Wäre klasse, wenn Ihr mir weiter helfen könnt!

Vielen Dank.


----------



## Herbboy (12. Januar 2016)

Würdest du denn den PC selber zusammenbauen, ggf mit nem Freund, der sich was auskennt? Ist der Preis mit oder ohne Windows?

es ist so: derzeit für Spiele ist ein i5 oder i7 für Sockel 1150 (Haswell) oder Sockel 1151 (Skylake) bei gleichem Takt sehr ähnlich. Die i7 haben 8 statt 4 "Threads", das sind quasi virtuelle Kerne, und es KANN sein, dass in 2-3 oder auch 4 Jahren das ein Vorteil ist, weil die Spielekonsolen auch 8Kern-CPUs haben und die Games in Zukunft ggf. daraufhin optimiert werden. Es kann aber auch sein, dass es in 4-5 Jahren immer noch kein (nennenswerter) Vorteil ist und man mit dem Kauf eines i5 bestens bedient ist.
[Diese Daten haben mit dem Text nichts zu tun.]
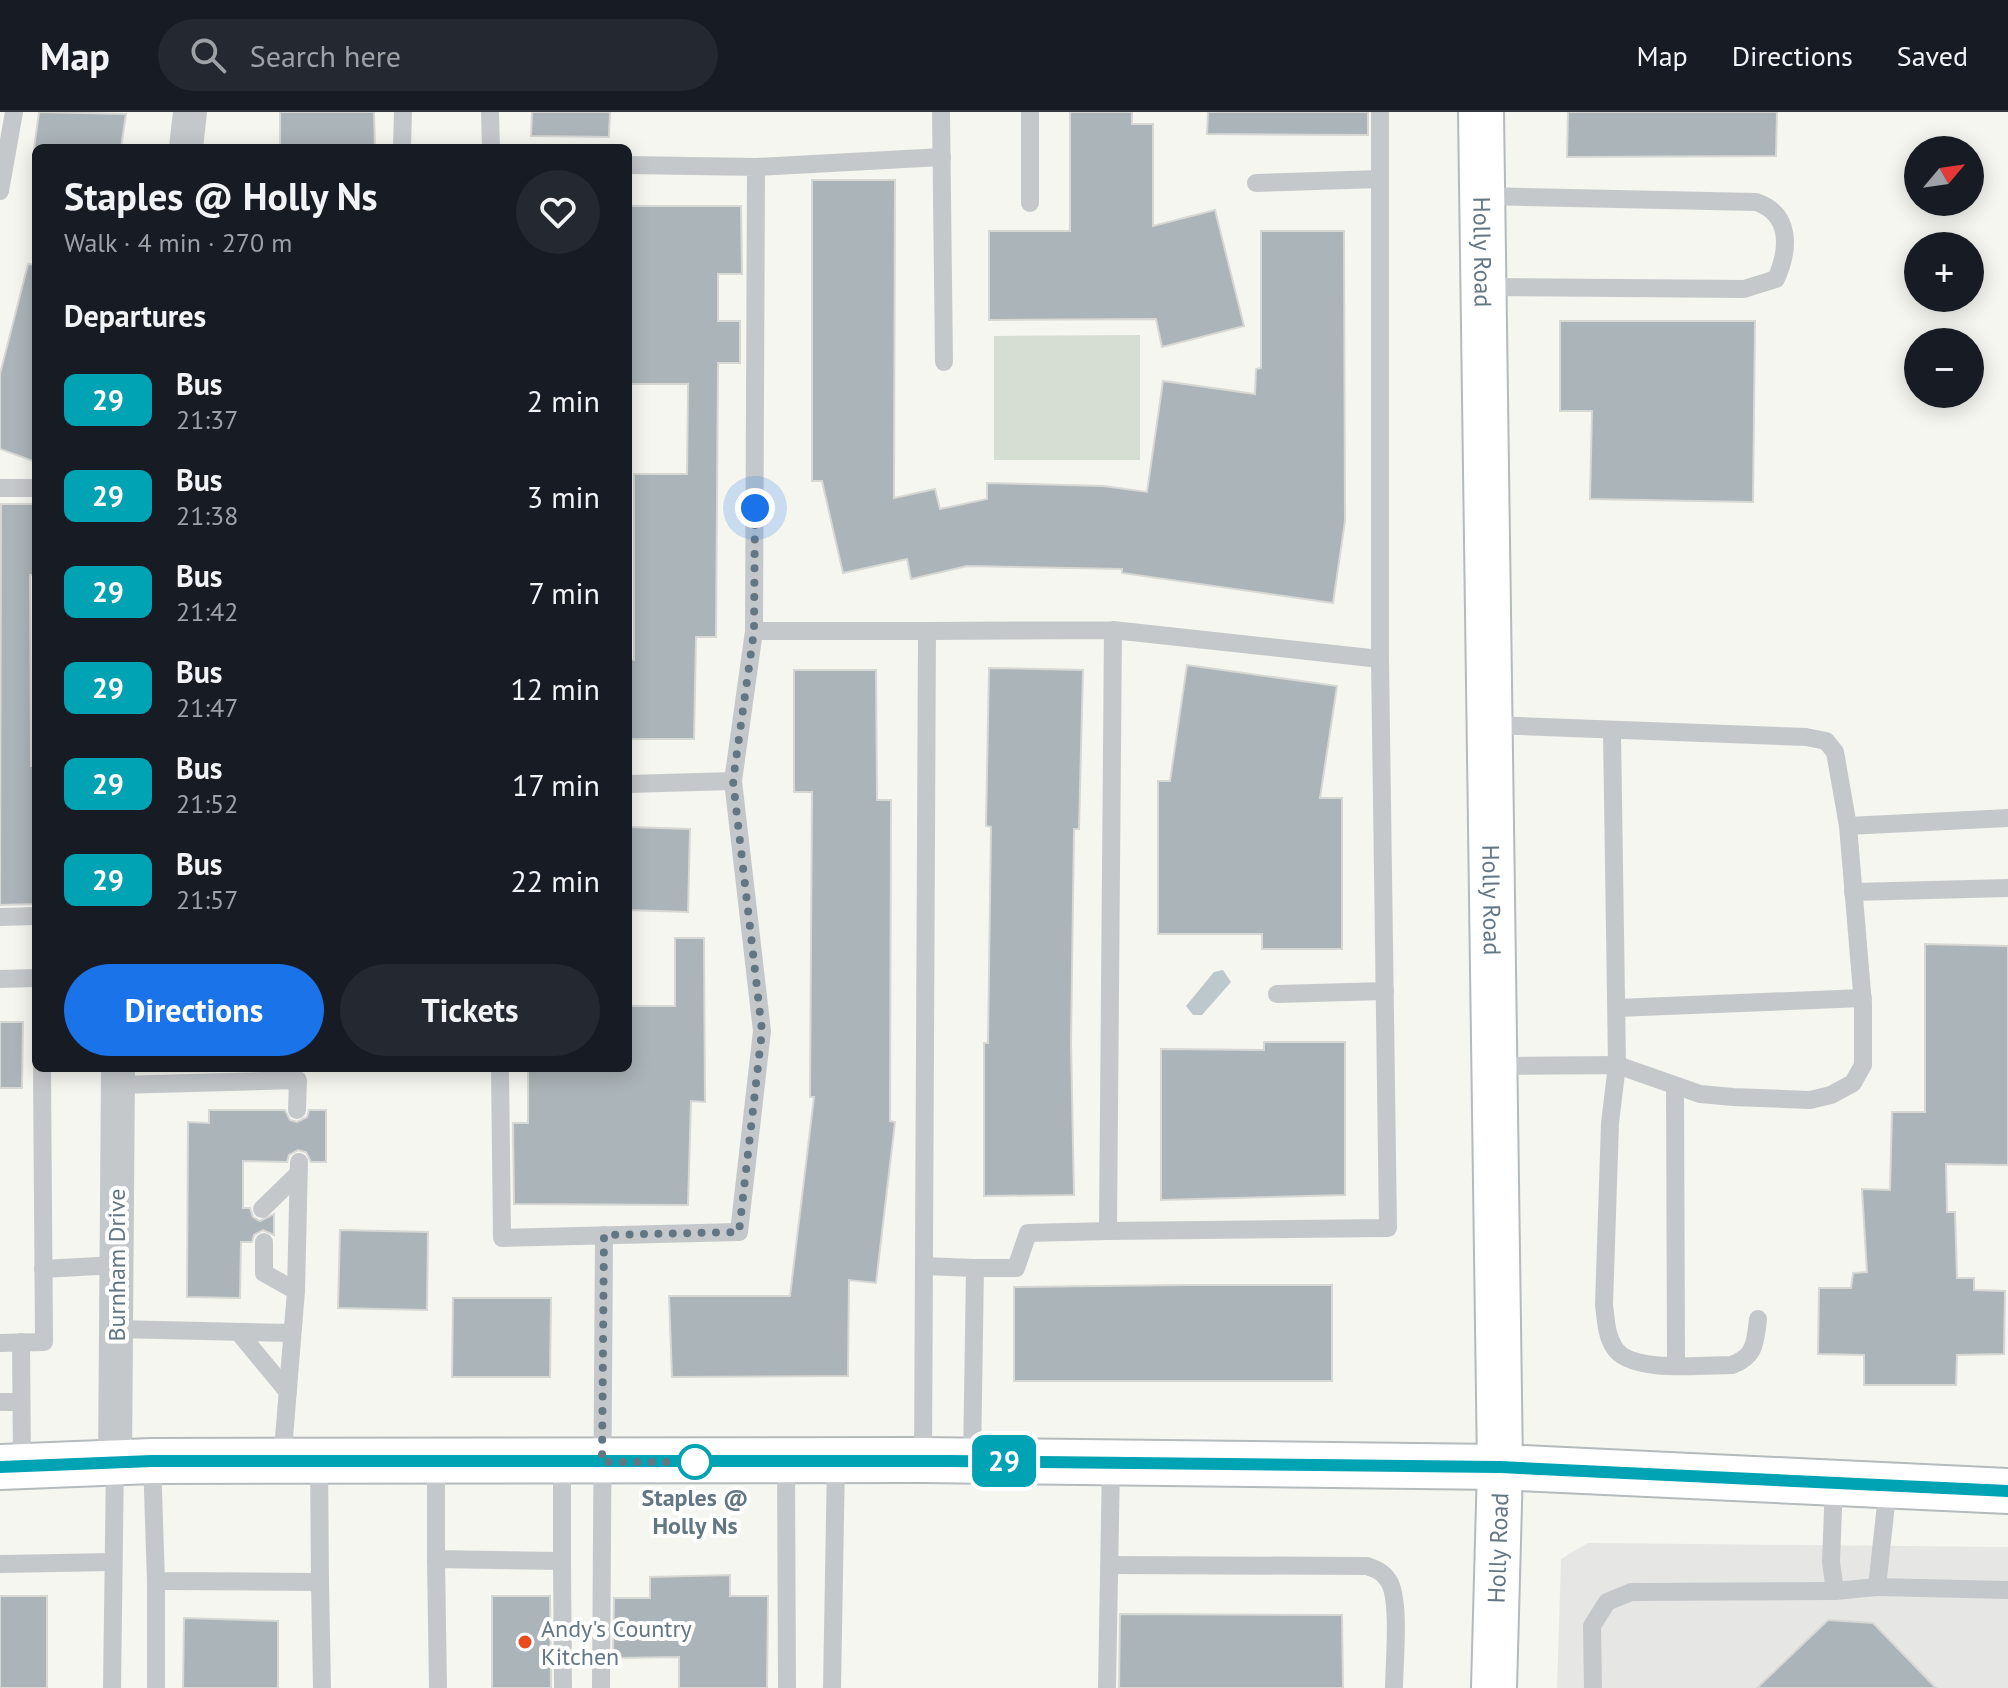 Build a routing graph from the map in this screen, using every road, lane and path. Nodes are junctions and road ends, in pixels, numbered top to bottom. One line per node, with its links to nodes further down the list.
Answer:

WENN man einen i7 bevorzugt, kann man beim Sockel 1150 wiederum den Xeon E3-1231 v3 nehmen. Dieser ist fast identisch zum billigsten Core i7, er hat nur 0,1 GHz weniger Takt und keine eigene Grafikeinheit. Aber speziell DIESER Xeon ist dafür ein gutes Stück günstiger, daher ein Tipp. Die meisten anderen Xeons lohnen sich nicht, und für den Sockel 1151 braucht man zudem spezielle Mainbaords, die alles teurer machen. Beim Sockel 1150 aber kannst für den Xeon auch ein ganz normales, günstiges Board nehmen.

Und Skylake vs Haswell: letzterer ist halt inzwischen was älter und wird abgelöst, aber die neueren Haswells sind bei gleichem Takt nicht nennenswert schneller, aber meist teurer. Wenn du nicht ganz unbedingt die weiteren Features von Skylake willst, kannst du daher ruhig Haswell nehmen. Auch das Argument "für Skylake bekommt man länger noch neue CPUs" zählt dann nicht, denn wenn du nicht grad Hardwarefreak bist und oft was neues, besseres willst, wirst du die CPU - egal ob Skylake oder Haswell - sicher 4-5 Jahre behalten, und dann wäre so oder so ein neuer Sockel fällig, auch wenn du jetzt Skylake nimmst. Die Vorteile von Skylake wären wiederum, dass der Chipsatz (quasi die Funktionsbasis des Mainboards) der Skylake-Mainboards zB M.2-SSD mit PCIe-Anbindung unterstützt, d.h. man könnte SSDs im M.2-Format nutzen, die 4-5x schneller als normale SSD für SATA sind - allerdings kosten die derzeit auch noch das Doppelte, und es wird sicher noch eine Weile so bleiben, weil ja bezogen auf den Massenmarkt nur wenige Nutzer einen NAGELneuen PC haben. Das andere wäre USB3.1, das macht Sinn, wenn du vorhast, sehr schnelle externe Laufwerke zu nutzen. Da hat Haswell nur 3.0, was aber auch schon schnell ist. Dass man 3.1 "braucht" wird aber auch zig Jahre dauern, eben weil viele noch lange keinen PC mit 3.1 haben. Und wenn es mal nötig wäre, kann man das in ein paar Jahren auch sicher billig nachrüsten. 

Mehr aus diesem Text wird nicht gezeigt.